AIM OF THE EXERCISE -
Scan the entries below for the word "lane". Copy each line that has it.

-- SOURCE MATERIAL follows --

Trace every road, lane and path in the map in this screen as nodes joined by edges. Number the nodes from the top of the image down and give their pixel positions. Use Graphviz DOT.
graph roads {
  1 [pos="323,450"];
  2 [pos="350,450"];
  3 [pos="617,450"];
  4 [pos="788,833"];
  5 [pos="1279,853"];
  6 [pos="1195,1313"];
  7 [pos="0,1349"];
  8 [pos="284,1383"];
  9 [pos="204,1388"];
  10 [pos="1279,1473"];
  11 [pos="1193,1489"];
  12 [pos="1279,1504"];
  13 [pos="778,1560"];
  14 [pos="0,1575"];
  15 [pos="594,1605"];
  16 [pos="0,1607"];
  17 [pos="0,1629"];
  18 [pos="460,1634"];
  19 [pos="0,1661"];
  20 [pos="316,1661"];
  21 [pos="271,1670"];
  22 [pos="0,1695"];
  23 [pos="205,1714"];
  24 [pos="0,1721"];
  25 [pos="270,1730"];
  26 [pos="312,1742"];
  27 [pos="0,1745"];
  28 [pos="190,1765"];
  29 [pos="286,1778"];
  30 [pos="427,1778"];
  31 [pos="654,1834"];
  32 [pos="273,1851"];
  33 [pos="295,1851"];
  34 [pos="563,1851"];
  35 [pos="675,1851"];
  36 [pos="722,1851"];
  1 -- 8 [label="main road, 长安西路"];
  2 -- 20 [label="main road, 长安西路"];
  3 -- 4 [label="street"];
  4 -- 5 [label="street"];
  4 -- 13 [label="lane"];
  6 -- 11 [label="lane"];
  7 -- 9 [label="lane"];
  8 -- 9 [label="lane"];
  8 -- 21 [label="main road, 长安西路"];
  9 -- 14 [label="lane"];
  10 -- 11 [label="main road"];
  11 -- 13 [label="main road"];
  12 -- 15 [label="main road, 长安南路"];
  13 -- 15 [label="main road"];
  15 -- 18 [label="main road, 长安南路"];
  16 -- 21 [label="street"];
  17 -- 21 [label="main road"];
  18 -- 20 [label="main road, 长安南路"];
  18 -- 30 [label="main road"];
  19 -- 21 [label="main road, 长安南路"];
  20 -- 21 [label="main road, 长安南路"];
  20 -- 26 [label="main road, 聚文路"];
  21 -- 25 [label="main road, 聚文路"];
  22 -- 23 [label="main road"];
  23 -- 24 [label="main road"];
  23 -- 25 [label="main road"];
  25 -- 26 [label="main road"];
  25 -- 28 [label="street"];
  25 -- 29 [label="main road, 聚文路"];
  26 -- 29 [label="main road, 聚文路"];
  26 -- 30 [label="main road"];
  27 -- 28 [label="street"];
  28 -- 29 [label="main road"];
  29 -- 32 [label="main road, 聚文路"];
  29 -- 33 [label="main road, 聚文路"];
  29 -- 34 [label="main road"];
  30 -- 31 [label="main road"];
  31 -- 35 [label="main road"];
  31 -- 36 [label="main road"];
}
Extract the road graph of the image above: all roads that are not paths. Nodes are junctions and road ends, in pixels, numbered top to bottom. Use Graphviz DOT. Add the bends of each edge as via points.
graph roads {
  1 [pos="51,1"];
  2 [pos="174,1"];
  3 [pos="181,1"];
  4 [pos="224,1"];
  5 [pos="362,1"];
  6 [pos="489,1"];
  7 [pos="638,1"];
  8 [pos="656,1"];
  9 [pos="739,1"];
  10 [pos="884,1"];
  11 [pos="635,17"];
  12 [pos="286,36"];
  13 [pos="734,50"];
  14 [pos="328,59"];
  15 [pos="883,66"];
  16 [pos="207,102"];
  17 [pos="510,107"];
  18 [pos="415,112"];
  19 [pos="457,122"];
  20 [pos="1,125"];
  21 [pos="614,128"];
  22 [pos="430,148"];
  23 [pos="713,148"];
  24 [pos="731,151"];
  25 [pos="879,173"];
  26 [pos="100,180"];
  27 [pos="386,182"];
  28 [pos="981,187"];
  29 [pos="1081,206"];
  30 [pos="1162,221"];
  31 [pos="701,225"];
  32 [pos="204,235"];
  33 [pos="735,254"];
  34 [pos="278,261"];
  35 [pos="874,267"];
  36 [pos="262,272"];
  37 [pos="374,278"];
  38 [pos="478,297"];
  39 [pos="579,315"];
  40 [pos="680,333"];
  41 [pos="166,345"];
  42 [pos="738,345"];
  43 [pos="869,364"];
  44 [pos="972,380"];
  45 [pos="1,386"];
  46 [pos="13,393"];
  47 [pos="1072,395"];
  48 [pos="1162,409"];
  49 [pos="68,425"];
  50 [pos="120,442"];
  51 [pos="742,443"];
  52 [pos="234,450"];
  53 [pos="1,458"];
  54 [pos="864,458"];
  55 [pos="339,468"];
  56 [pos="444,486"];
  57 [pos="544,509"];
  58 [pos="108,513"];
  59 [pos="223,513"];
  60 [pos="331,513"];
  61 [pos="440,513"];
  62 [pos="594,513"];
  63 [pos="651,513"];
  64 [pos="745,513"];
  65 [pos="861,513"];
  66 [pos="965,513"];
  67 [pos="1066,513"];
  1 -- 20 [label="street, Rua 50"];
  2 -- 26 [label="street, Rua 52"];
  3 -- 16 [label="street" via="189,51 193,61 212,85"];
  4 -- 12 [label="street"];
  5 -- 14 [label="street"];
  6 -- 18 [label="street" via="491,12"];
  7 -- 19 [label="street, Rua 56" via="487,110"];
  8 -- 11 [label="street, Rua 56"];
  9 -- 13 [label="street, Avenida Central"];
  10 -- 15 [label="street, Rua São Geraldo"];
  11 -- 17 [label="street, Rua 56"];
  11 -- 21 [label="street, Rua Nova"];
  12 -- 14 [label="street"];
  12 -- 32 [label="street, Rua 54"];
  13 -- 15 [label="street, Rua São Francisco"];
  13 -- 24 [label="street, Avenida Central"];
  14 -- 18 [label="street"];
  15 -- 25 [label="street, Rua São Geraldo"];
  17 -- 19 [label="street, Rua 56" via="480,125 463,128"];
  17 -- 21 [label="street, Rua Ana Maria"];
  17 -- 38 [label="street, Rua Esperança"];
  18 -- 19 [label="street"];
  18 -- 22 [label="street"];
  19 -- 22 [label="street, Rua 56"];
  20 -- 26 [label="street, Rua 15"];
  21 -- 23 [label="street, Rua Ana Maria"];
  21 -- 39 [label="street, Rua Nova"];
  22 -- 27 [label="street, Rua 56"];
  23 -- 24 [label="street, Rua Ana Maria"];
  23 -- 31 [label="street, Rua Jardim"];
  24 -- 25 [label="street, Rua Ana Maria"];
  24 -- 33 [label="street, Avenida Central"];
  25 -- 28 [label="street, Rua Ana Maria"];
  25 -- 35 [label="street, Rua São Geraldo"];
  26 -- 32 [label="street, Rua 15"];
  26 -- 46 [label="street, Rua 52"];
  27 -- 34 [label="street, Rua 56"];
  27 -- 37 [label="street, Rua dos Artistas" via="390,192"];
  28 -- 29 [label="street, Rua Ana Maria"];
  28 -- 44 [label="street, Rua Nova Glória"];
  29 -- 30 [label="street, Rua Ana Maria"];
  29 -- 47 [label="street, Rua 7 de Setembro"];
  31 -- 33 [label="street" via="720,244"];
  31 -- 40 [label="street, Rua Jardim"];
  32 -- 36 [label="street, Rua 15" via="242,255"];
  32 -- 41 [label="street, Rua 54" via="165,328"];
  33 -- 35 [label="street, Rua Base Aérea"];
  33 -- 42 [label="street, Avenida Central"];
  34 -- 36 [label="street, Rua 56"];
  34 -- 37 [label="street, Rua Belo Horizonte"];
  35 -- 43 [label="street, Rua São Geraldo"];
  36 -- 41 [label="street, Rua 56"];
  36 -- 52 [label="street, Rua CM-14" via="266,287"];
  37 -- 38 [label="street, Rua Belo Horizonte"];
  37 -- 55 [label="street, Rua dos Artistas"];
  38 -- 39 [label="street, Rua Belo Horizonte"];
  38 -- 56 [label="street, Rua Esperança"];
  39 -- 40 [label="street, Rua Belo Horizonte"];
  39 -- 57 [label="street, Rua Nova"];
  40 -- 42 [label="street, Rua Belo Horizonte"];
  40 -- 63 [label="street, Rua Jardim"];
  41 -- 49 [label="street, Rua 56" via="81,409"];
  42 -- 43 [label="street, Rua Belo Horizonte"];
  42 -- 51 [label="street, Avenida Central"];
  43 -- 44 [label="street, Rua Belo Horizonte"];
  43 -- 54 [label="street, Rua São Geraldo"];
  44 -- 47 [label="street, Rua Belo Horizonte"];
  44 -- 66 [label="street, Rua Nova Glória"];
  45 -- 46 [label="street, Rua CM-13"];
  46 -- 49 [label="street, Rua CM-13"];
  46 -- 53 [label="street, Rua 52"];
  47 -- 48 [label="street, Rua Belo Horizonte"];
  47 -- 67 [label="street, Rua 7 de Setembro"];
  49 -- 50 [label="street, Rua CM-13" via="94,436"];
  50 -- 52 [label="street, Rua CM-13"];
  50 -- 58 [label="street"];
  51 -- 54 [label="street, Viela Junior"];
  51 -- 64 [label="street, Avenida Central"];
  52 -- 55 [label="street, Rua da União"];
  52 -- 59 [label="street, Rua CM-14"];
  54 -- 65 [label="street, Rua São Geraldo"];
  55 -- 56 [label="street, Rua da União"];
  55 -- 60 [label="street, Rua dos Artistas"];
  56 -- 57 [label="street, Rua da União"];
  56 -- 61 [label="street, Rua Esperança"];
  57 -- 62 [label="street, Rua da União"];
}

-- SOURCE MATERIAL concluded --

TASK RESULT -
Trace every road, lane and path in the map in this screen as nodes joined by edges. Number the nodes from the top of the image down and give their pixel positions. Use Graphviz DOT.
  4 -- 13 [label="lane"];
  6 -- 11 [label="lane"];
  7 -- 9 [label="lane"];
  8 -- 9 [label="lane"];
  9 -- 14 [label="lane"];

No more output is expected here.